----- Records for the task

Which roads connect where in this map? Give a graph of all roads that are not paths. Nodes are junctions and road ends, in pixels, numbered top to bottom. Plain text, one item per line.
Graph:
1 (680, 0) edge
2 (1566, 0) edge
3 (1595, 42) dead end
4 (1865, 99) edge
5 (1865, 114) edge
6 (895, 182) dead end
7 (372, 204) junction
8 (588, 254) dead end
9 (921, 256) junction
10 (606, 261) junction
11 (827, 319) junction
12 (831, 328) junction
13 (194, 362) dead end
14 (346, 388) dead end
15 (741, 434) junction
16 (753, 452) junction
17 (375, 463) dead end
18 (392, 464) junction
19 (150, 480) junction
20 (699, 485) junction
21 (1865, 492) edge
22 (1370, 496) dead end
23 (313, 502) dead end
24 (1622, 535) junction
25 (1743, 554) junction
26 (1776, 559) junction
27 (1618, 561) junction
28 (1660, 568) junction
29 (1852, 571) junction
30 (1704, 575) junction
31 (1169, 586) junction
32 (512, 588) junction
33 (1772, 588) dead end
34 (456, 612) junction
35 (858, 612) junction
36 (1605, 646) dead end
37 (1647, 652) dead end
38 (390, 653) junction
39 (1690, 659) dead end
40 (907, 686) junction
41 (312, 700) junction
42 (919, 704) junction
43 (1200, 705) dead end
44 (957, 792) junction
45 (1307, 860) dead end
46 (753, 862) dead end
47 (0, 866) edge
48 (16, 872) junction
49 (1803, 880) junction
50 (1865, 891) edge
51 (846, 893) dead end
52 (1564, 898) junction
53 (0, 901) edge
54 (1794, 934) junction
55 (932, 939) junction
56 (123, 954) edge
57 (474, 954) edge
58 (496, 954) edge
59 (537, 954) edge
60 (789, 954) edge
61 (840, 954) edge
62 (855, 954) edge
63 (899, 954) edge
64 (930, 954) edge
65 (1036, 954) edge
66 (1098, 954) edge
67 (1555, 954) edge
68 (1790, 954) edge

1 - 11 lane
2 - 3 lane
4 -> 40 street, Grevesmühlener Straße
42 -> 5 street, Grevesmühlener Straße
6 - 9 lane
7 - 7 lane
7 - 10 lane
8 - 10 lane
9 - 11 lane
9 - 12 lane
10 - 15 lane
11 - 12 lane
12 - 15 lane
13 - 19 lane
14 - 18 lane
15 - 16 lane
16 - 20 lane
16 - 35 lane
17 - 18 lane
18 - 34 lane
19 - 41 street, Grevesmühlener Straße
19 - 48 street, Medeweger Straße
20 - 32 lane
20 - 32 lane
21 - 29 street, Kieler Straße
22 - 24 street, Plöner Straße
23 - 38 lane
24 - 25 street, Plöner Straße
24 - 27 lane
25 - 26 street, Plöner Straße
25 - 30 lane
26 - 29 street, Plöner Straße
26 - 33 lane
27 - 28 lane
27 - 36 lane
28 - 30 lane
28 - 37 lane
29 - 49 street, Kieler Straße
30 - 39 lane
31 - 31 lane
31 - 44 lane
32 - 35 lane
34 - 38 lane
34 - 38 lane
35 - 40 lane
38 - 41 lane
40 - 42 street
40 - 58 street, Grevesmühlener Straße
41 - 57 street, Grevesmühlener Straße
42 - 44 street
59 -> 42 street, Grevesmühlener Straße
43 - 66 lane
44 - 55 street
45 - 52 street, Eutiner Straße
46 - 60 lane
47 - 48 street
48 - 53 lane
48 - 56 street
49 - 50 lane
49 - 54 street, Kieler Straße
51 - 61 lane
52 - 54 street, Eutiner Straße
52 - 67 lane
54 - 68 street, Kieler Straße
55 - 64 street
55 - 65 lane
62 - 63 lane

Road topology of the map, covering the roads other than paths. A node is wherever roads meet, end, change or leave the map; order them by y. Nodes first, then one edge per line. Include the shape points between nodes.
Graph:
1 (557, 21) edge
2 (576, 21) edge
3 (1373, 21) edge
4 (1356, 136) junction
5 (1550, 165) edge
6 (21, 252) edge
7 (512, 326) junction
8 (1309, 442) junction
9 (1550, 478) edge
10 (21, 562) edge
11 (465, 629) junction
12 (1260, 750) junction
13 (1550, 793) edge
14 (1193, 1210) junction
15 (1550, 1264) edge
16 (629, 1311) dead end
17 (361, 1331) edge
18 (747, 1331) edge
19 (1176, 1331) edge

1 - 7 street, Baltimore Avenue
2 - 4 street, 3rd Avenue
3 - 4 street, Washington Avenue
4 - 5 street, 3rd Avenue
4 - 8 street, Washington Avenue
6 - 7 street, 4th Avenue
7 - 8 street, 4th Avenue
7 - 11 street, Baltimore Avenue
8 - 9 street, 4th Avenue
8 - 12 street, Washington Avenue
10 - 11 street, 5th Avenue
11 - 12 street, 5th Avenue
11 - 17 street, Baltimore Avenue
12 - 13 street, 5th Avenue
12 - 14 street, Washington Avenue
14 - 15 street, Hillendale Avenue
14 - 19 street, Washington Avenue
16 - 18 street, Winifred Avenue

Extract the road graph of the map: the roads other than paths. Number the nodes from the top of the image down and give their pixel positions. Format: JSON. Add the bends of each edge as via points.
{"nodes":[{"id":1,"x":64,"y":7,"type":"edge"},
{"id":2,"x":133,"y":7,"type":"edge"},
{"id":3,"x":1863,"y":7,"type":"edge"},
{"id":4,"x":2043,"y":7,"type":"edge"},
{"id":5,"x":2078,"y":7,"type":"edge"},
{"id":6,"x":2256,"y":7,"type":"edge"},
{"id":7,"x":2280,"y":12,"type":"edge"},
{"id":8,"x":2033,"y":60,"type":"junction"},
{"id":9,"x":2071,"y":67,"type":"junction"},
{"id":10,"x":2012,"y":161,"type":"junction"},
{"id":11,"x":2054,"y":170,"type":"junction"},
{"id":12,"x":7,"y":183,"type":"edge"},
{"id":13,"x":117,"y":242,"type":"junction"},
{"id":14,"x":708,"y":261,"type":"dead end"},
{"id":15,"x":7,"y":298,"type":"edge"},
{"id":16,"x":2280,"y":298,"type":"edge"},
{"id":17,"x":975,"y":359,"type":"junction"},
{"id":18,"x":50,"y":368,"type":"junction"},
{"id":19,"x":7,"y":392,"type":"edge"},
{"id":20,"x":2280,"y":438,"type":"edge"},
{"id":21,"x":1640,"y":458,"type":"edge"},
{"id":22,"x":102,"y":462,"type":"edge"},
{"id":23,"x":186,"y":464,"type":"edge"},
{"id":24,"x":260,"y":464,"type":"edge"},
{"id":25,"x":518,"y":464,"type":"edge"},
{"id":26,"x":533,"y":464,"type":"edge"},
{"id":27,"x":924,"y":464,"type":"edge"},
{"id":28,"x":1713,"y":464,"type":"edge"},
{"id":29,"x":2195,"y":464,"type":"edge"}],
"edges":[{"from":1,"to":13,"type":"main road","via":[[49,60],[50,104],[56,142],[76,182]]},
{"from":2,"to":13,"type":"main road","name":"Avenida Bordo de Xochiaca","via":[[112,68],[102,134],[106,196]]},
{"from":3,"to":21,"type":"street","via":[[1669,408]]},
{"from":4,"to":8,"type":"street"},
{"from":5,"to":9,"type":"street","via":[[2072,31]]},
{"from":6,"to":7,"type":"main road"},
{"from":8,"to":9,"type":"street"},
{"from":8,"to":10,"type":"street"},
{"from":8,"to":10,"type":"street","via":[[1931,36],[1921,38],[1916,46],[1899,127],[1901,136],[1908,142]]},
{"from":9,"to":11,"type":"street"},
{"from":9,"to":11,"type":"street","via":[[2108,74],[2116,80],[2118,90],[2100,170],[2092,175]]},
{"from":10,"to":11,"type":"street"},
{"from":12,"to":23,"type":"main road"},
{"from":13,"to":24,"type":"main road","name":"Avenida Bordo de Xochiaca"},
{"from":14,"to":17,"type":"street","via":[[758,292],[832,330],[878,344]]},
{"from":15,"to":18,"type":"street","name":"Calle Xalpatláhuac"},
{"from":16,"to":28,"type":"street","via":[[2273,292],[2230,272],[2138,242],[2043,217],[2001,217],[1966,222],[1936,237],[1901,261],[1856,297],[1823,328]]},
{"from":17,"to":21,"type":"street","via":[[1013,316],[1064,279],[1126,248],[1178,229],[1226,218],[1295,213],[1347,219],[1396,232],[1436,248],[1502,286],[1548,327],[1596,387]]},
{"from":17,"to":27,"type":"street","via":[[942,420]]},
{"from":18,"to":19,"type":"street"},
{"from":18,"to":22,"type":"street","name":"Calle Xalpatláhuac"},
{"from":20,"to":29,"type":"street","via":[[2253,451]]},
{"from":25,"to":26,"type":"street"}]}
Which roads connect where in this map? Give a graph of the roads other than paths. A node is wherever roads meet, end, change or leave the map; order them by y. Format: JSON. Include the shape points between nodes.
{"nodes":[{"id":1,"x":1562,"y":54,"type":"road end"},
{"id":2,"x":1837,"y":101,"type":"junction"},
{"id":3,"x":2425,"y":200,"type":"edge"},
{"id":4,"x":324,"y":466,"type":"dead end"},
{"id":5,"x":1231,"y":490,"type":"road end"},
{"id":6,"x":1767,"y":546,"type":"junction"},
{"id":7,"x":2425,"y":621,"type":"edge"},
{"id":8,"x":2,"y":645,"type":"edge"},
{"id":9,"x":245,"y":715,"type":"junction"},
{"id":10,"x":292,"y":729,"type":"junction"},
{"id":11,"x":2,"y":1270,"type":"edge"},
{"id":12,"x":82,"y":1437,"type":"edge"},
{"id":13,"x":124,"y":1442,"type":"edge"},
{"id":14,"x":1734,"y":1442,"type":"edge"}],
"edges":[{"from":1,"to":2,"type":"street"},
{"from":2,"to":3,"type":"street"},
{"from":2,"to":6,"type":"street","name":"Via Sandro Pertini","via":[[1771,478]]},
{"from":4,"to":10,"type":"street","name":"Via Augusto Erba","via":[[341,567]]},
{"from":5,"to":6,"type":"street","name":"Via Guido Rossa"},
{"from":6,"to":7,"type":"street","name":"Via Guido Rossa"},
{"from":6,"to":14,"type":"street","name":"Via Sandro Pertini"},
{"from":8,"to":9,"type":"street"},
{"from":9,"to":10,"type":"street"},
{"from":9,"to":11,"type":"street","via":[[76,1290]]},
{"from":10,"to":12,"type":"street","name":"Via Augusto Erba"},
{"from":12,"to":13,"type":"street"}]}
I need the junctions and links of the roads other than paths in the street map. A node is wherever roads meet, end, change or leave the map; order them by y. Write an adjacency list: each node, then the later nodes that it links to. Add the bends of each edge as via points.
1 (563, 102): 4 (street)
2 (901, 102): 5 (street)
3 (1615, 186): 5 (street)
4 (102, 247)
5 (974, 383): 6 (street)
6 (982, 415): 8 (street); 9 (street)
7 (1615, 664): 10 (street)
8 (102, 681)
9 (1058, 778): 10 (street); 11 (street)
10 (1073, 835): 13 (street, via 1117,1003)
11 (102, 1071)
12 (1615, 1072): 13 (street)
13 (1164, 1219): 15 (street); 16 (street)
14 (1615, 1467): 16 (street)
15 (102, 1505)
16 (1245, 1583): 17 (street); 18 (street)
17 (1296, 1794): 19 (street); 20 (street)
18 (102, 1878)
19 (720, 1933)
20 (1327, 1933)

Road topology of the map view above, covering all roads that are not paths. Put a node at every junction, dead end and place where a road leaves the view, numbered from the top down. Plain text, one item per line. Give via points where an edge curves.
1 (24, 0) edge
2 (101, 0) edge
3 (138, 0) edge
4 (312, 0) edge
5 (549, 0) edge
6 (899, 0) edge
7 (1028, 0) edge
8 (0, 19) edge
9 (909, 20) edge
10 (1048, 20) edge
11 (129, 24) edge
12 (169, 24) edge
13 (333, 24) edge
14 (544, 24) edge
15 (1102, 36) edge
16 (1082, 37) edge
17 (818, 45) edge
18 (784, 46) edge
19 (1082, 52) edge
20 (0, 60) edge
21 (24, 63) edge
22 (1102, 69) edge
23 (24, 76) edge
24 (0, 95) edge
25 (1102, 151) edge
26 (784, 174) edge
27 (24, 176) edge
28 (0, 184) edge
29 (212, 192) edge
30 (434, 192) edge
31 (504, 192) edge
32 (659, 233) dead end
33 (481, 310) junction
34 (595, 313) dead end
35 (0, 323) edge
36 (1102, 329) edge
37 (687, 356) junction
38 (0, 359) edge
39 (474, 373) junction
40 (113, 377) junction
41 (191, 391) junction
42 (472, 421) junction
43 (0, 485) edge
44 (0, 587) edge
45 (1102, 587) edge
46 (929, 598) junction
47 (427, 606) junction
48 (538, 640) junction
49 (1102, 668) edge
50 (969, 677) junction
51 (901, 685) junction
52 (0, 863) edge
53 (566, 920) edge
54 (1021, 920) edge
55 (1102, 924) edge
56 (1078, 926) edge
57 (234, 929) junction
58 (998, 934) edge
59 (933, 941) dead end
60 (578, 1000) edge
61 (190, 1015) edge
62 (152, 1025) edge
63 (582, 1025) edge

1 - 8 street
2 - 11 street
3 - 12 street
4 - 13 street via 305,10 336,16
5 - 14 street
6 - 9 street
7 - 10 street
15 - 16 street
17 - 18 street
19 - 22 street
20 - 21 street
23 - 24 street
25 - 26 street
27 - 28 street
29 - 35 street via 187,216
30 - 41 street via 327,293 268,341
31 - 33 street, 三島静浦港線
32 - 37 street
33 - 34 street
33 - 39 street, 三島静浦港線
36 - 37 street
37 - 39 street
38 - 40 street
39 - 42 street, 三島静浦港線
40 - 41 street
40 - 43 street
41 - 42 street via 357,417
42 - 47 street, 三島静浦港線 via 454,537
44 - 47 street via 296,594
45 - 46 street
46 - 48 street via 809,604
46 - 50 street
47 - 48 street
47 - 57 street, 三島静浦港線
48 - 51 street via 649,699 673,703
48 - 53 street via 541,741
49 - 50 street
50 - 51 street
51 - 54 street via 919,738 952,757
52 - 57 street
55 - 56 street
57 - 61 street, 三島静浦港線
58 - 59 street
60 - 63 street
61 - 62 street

----------

**Problem description:** List the lines of the records where "junctions" occurs.

**Written response:**
Which roads connect where in this map? Give a graph of all roads that are not paths. Nodes are junctions and road ends, in pixels, numbered top to bottom. Plain text, one item per line.
I need the junctions and links of the roads other than paths in the street map. A node is wherever roads meet, end, change or leave the map; order them by y. Write an adjacency list: each node, then the later nodes that it links to. Add the bends of each edge as via points.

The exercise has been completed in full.